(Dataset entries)
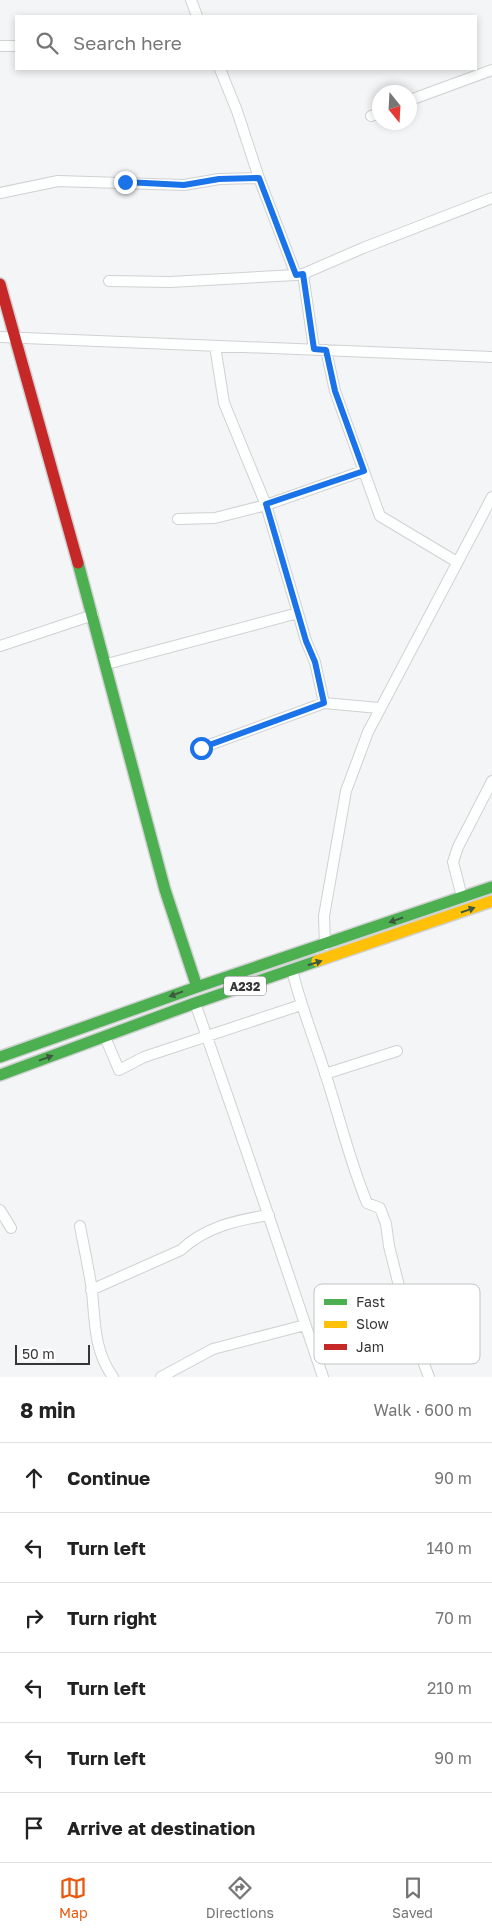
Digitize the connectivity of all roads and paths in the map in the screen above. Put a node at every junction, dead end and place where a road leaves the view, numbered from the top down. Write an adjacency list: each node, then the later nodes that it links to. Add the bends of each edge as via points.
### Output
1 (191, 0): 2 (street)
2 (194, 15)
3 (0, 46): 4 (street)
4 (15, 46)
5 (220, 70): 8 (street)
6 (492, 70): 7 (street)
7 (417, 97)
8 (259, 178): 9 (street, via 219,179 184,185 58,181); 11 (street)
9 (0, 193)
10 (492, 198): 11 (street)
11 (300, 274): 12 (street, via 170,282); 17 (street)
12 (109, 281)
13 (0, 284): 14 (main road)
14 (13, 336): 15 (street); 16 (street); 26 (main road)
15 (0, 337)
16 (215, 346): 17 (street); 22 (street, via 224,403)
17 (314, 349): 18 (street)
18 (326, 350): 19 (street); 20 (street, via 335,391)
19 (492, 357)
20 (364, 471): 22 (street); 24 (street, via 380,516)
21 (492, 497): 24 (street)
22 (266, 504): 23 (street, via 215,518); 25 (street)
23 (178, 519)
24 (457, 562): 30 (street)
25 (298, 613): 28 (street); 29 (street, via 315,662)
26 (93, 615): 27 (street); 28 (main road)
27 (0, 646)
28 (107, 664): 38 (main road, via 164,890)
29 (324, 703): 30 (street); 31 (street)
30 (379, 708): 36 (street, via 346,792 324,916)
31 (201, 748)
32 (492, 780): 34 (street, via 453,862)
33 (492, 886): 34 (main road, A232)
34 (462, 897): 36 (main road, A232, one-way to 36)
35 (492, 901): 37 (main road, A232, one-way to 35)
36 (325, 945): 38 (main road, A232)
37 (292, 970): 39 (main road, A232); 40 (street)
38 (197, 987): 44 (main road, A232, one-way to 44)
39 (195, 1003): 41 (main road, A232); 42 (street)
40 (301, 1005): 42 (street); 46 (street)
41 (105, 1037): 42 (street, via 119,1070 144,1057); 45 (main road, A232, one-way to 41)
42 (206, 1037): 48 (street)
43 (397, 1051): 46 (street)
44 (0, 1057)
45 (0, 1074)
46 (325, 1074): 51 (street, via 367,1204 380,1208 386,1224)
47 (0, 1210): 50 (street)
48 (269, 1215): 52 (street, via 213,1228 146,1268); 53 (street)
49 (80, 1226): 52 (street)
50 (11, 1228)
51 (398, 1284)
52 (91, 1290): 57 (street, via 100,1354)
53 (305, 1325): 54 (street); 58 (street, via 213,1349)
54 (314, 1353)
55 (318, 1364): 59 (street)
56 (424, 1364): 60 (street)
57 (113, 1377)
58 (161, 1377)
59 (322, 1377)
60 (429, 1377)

Work order:
When a line in the data contains the string "main", copy that line.

Solution below:
13 (0, 284): 14 (main road)
14 (13, 336): 15 (street); 16 (street); 26 (main road)
26 (93, 615): 27 (street); 28 (main road)
28 (107, 664): 38 (main road, via 164,890)
33 (492, 886): 34 (main road, A232)
34 (462, 897): 36 (main road, A232, one-way to 36)
35 (492, 901): 37 (main road, A232, one-way to 35)
36 (325, 945): 38 (main road, A232)
37 (292, 970): 39 (main road, A232); 40 (street)
38 (197, 987): 44 (main road, A232, one-way to 44)
39 (195, 1003): 41 (main road, A232); 42 (street)
41 (105, 1037): 42 (street, via 119,1070 144,1057); 45 (main road, A232, one-way to 41)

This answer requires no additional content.